» **EXERCISE DETAILS**
Comb through the entries for "name" and pull out each line that holds it.

» **DATA RECORDS**
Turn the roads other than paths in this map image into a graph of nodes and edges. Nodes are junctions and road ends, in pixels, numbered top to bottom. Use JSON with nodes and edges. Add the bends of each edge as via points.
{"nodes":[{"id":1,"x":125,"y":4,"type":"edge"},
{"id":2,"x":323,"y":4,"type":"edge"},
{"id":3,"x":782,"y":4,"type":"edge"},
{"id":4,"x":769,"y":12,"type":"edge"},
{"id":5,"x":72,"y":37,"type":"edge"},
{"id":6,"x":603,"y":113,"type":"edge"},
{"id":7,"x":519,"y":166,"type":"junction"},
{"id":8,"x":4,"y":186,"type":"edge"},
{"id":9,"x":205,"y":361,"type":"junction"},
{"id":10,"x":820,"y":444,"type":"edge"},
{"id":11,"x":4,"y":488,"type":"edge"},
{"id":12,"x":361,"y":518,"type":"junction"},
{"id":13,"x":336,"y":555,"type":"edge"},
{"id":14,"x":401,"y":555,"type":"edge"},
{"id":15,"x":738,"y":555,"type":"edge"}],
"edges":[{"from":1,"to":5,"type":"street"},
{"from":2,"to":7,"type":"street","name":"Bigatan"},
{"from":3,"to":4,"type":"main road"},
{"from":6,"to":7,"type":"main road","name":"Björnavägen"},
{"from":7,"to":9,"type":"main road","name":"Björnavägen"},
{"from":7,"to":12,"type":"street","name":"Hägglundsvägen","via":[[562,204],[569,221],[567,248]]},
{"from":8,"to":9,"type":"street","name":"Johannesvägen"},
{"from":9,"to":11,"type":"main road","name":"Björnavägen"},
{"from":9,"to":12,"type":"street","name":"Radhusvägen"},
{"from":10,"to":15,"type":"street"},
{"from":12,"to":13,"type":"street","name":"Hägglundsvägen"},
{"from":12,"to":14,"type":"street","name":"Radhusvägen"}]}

* * *

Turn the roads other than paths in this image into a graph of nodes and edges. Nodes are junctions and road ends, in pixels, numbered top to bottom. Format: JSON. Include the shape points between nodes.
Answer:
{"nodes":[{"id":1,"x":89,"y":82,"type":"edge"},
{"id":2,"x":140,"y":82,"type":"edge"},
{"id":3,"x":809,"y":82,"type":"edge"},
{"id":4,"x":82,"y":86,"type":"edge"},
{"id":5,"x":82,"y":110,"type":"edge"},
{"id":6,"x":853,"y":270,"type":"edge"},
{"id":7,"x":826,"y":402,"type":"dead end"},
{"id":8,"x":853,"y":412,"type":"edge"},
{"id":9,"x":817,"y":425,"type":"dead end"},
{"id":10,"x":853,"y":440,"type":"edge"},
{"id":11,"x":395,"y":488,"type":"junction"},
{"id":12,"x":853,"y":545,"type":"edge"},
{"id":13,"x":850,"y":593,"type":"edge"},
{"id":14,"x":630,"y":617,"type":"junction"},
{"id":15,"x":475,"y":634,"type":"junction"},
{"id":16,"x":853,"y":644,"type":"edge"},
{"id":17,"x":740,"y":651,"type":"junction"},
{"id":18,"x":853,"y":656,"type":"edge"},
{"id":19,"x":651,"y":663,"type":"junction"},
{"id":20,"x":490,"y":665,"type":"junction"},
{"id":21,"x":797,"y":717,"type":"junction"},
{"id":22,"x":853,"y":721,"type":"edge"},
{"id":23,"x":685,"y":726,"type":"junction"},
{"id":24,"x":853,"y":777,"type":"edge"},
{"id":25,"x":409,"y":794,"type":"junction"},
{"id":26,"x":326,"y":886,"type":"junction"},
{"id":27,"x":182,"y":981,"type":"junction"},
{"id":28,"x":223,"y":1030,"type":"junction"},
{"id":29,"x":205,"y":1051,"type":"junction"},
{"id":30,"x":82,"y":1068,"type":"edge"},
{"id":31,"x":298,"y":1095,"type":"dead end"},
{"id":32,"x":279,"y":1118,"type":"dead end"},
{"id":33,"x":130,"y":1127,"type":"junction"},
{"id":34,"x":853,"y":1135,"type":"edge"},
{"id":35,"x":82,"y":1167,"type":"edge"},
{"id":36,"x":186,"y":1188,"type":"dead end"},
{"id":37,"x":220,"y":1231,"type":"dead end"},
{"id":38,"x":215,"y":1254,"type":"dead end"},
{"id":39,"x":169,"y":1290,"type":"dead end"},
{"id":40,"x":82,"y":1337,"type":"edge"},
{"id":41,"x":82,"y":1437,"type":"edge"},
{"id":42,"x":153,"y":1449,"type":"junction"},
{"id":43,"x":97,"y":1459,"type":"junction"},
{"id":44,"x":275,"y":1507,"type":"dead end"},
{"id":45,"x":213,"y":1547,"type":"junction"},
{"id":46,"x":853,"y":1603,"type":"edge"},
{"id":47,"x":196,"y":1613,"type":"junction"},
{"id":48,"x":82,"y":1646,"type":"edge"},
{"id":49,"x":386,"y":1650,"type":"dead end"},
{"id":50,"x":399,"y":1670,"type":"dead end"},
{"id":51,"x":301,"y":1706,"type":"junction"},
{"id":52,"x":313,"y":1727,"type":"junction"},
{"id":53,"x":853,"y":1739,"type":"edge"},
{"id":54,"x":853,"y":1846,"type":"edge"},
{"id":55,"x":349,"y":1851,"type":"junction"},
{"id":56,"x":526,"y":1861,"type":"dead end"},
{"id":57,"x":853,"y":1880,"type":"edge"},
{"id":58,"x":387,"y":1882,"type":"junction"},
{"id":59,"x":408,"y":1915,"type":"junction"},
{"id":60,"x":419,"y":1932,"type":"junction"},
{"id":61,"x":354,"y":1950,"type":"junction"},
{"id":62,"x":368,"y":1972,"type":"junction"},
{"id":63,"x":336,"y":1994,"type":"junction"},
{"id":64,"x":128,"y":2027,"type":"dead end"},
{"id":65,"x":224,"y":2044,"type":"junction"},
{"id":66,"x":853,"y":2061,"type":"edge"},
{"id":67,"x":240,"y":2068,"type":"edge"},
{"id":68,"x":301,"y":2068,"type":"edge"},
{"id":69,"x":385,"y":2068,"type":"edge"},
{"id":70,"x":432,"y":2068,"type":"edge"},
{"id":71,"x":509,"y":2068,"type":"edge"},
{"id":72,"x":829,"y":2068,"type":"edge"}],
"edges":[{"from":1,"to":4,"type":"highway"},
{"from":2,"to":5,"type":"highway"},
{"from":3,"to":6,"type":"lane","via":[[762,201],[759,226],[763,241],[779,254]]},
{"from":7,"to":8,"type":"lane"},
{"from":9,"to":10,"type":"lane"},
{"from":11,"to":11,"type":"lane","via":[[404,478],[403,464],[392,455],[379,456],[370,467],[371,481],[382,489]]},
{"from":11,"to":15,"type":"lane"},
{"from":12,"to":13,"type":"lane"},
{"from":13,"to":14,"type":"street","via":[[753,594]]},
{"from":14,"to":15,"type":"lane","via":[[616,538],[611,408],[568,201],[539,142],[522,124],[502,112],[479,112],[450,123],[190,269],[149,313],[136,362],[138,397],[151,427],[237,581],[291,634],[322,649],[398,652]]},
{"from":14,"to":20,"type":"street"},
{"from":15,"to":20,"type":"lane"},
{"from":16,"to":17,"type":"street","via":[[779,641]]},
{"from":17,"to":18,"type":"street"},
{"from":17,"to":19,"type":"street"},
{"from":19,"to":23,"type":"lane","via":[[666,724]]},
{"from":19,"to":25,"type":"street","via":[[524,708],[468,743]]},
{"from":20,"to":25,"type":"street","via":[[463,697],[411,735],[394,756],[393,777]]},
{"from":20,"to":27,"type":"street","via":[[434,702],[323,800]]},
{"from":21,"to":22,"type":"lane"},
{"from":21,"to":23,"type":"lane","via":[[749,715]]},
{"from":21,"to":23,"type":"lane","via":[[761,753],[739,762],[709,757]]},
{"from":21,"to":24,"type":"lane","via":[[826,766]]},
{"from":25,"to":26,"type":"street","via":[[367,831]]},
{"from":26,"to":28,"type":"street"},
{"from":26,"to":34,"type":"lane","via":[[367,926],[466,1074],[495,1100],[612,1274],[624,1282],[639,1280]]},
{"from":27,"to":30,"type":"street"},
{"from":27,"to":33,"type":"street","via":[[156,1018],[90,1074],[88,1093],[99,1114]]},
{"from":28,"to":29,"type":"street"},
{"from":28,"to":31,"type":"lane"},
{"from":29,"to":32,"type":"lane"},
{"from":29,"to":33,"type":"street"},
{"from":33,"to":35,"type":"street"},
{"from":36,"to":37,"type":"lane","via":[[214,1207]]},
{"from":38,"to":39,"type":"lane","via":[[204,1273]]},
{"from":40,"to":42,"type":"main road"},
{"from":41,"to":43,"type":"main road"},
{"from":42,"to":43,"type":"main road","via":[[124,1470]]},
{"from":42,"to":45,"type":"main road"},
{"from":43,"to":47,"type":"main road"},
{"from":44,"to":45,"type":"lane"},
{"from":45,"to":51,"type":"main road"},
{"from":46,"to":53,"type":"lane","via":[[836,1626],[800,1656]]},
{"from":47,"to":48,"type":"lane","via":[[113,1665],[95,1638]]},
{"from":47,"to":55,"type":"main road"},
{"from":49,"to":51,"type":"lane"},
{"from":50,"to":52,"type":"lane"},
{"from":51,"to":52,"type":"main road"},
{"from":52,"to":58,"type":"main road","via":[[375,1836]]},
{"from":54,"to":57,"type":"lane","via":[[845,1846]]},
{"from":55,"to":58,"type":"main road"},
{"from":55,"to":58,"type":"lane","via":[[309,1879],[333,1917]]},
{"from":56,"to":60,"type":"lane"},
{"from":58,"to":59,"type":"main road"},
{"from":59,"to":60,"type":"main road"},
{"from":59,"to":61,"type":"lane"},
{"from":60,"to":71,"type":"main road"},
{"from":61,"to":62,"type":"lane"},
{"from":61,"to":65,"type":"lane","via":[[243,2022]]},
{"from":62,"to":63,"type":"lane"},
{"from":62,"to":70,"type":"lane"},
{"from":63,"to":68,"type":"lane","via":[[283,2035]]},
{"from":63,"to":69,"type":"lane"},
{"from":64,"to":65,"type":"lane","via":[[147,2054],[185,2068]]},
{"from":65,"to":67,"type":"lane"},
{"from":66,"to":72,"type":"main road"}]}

» **WRITTEN ANSWER**
{"from":2,"to":7,"type":"street","name":"Bigatan"},
{"from":6,"to":7,"type":"main road","name":"Björnavägen"},
{"from":7,"to":9,"type":"main road","name":"Björnavägen"},
{"from":7,"to":12,"type":"street","name":"Hägglundsvägen","via":[[562,204],[569,221],[567,248]]},
{"from":8,"to":9,"type":"street","name":"Johannesvägen"},
{"from":9,"to":11,"type":"main road","name":"Björnavägen"},
{"from":9,"to":12,"type":"street","name":"Radhusvägen"},
{"from":12,"to":13,"type":"street","name":"Hägglundsvägen"},
{"from":12,"to":14,"type":"street","name":"Radhusvägen"}]}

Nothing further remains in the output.